Взглянул девочке в лицо, отвернулся и тихо сказал:
– Извини… да, да, я это уже пробовал. Молился,
– А посты соблюдал?
– Что там посты, – сказал он, – на еду мне вообще наплевать.
– Это не называется поститься. И бичевать себя. Если бы я была верующая, я бы бичевала себя.
– Послушай, – сказал он вполголоса, – тебя это, в самом деле, не мучает?
– В самом деле, не мучает, – сказала она. – У меня нет желания что-нибудь сделать, что-нибудь увидеть, что-нибудь сказать… А тебя это мучает?
– Да.
– Как жаль, что ты такой набожный, – сказала она.
– Почему жаль?
– Я показала бы тебе мою грудь. С радостью… тебе… сколько разговоров об этом, мальчишки кричат мне вдогонку всякие гадости, но никто никогда ее на видел.
– Никогда?
– Да, – сказала она, – никогда.
– Покажи мне это, – сказал он.
– Теперь все будет не так, как тогда? Помнишь?
– Помню, – сказал он.
– Тебе тогда плохо пришлось?
– Только из-за того, что мать вела себя плохо. Она прямо взбесилась и всем раззвонила. Но для меня самого это было вовсе не плохо. Я уже давно забыл. Ну… – сказал он.
Волосы у нее были гладкие и жесткие, это поразило его. Он думал, что у нее мягкие волосы; они были как стеклянные нити, такие, какими он представлял себе стеклянные нити.
– Не здесь, – сказала девочка.
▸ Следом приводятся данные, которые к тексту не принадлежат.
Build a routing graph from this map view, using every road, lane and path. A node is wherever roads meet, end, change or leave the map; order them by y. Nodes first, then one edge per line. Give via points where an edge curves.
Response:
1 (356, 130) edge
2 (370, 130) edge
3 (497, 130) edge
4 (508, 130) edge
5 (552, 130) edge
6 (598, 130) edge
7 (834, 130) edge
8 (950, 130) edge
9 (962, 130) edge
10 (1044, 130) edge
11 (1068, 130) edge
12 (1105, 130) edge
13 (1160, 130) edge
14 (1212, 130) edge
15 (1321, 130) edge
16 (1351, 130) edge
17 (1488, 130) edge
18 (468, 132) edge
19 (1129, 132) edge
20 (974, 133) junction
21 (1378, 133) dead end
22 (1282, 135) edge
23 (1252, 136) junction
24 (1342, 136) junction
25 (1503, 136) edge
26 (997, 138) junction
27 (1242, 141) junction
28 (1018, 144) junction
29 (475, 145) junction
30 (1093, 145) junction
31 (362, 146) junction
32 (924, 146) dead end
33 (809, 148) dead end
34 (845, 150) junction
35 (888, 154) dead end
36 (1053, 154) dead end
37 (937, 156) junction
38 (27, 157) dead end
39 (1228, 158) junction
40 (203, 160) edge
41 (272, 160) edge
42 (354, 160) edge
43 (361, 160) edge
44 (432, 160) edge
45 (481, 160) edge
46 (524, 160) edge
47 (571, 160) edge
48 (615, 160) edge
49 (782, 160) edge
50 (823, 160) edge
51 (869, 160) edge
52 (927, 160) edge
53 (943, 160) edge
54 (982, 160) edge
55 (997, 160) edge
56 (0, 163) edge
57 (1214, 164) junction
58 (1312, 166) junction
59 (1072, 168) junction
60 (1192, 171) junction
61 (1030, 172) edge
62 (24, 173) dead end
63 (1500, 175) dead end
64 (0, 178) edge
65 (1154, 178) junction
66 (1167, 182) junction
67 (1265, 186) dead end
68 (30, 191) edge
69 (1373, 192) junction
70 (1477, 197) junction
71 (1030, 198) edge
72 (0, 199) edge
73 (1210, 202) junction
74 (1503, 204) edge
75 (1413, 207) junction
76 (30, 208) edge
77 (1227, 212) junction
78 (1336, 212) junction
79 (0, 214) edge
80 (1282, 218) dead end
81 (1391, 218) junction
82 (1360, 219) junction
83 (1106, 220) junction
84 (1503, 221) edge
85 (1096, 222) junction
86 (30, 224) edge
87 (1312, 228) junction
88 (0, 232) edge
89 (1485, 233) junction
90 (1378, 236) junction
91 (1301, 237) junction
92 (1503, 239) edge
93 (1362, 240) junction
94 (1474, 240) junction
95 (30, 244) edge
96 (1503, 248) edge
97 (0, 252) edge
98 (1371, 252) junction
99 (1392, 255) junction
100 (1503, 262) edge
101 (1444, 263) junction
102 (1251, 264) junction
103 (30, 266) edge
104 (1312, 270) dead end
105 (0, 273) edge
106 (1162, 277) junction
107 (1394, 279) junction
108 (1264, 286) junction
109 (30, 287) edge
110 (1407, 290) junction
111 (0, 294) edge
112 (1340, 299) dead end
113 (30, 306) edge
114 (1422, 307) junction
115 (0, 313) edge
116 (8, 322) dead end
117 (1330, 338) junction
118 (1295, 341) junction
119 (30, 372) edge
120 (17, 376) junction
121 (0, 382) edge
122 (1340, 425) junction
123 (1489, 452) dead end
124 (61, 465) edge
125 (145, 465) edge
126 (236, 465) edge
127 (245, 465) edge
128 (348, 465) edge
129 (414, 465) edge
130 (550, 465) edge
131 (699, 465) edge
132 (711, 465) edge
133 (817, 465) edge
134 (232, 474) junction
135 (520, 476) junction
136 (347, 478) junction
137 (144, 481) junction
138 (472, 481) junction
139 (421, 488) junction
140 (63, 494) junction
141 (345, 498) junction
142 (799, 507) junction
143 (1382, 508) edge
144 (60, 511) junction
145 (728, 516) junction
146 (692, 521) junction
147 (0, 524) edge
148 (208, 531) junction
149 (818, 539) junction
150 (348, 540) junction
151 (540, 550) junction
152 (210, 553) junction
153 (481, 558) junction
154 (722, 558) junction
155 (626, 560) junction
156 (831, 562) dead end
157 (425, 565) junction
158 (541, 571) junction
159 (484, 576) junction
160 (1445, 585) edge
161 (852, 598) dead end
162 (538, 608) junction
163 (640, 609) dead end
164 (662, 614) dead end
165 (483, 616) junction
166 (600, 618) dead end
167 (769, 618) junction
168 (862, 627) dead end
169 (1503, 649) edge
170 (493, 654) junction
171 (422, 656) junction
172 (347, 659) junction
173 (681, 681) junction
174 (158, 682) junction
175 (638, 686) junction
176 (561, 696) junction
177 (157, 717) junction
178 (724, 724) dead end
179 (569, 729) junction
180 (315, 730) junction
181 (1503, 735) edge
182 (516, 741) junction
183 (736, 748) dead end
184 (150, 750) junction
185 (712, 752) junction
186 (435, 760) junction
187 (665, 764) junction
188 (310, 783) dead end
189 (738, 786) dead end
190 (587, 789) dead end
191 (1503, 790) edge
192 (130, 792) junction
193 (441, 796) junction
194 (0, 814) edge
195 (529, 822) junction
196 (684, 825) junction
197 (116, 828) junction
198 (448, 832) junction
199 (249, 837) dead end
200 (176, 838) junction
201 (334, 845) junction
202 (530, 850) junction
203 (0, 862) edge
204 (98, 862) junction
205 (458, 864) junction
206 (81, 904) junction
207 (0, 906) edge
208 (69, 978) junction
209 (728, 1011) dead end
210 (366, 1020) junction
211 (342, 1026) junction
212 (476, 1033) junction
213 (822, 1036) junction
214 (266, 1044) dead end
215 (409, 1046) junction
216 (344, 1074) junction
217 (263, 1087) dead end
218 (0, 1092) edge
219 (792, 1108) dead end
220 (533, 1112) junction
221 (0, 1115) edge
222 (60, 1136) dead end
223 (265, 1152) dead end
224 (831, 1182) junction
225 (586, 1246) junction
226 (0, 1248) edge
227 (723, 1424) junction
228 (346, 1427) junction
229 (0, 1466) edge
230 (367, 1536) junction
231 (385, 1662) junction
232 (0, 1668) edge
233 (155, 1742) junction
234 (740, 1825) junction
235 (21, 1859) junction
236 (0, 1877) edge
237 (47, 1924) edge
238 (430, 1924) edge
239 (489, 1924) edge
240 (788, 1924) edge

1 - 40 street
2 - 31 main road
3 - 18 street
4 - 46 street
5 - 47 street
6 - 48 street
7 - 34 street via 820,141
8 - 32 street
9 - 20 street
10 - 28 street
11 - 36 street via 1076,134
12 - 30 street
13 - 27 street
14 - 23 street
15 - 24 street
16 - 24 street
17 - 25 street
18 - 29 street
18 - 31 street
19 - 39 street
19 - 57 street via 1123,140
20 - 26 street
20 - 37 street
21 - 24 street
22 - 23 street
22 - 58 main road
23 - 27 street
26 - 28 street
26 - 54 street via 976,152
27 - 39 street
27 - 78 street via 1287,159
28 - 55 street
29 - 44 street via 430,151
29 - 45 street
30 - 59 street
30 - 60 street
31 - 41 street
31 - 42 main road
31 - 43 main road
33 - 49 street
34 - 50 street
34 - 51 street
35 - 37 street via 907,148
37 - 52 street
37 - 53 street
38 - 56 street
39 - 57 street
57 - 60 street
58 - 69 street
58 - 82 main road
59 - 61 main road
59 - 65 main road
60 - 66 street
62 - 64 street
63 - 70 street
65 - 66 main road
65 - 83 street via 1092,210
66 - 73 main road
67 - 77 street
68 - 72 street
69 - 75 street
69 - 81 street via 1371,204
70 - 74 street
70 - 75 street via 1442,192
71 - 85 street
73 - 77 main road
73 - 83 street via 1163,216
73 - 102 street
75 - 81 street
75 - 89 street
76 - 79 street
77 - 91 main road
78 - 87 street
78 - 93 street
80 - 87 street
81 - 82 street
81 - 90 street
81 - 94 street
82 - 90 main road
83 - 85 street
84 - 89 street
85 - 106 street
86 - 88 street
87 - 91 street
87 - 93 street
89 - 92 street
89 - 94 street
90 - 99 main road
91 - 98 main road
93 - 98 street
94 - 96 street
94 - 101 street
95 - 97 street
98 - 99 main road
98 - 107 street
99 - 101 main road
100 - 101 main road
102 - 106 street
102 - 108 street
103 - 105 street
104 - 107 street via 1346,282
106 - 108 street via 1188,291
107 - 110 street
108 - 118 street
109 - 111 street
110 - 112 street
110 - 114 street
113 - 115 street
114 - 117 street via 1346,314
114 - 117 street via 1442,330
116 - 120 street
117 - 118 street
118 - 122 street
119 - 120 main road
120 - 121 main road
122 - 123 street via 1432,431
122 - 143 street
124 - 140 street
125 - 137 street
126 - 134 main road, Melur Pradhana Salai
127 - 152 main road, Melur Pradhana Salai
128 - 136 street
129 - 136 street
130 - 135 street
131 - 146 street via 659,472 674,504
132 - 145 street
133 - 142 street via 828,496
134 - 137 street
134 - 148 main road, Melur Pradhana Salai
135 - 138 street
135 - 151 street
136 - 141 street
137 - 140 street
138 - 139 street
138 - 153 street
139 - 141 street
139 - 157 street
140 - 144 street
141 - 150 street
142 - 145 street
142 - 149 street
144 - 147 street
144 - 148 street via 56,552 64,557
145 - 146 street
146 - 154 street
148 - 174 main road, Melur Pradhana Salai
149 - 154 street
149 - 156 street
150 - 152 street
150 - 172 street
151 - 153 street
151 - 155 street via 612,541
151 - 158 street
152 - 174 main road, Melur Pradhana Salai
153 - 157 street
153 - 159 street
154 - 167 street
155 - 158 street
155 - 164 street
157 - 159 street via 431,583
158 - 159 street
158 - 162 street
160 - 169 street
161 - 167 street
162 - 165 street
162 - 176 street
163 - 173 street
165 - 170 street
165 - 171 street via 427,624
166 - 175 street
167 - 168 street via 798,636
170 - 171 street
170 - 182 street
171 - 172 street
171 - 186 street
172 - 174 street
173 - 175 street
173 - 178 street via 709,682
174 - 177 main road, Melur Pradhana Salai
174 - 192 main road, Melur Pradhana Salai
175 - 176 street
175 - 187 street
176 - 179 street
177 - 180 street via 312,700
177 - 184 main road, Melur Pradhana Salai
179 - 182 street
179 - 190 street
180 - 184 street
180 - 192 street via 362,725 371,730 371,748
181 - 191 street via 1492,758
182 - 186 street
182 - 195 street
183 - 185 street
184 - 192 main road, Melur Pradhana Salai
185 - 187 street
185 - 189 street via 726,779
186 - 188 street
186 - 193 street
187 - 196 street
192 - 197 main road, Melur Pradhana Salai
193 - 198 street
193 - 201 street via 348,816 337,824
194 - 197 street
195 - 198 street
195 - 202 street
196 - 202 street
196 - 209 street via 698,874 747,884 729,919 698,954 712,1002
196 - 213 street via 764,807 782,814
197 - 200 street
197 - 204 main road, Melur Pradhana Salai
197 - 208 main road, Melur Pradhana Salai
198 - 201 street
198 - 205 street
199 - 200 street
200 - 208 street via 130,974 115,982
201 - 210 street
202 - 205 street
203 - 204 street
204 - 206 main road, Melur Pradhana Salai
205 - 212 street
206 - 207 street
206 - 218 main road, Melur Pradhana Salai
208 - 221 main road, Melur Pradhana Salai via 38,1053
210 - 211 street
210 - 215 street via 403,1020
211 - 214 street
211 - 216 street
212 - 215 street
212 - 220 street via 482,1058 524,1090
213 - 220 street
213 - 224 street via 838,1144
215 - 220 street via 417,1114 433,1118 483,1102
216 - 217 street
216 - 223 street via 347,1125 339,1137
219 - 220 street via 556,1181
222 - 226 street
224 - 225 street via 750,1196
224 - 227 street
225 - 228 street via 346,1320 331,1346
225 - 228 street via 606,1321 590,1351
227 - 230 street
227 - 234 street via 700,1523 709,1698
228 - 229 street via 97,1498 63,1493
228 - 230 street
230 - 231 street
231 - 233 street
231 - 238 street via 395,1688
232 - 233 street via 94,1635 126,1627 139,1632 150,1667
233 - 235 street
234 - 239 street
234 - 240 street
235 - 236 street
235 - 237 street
Теперь она направляла его, подталкивала очень медленно, потому что он не котел выпускать ее голову из рук и настороженно вглядывался ей в лицо; так они двигались вперед, будто исполняли какие-то диковинные, ими самими сочиненные па; от открытой двери на балкон они прошли через всю кухню – казалось, он все время наступает ей на носки, и она, делая шаг, каждый раз как бы приподнимает его.
Потом она открыла кухонную дверь, медленно провела его по коридору и толкнула дверь в свою комнату.
– Здесь, – сказала она, – у меня в комнате. Только не там.
– Мирцова, – прошептал он.
– Почему ты меня так называешь? Моя фамилия Мирцов. Катарина Мирцов.
– Тебя все так зовут, иначе я не могу. Покажи это. – Он покраснел, потому что опять сказал «это», вместо того чтобы сказать «ее».
– Мне так жаль, – сказала она, – что для тебя это тяжкий грех.
– Я хочу это видеть, – сказал он.
– Никто… – сказала она, – ты никому не должен ничего рассказывать.
– Да.
– Даешь слово?
– Да… Но одному человеку я все же должен рассказать.
– Кому?
– Подумай сама, – сказал он тихо, – ты ведь знаешь…
Девочка прикусила губу; она все еще крепко стягивала на груди пальто; задумчиво посмотрев на него, она сказала:
– Ему ты, само собой, можешь рассказать, но больше никому.
– Да, да, – ответил он. – Покажи.
Если она заулыбается или захихикает, я выстрелю.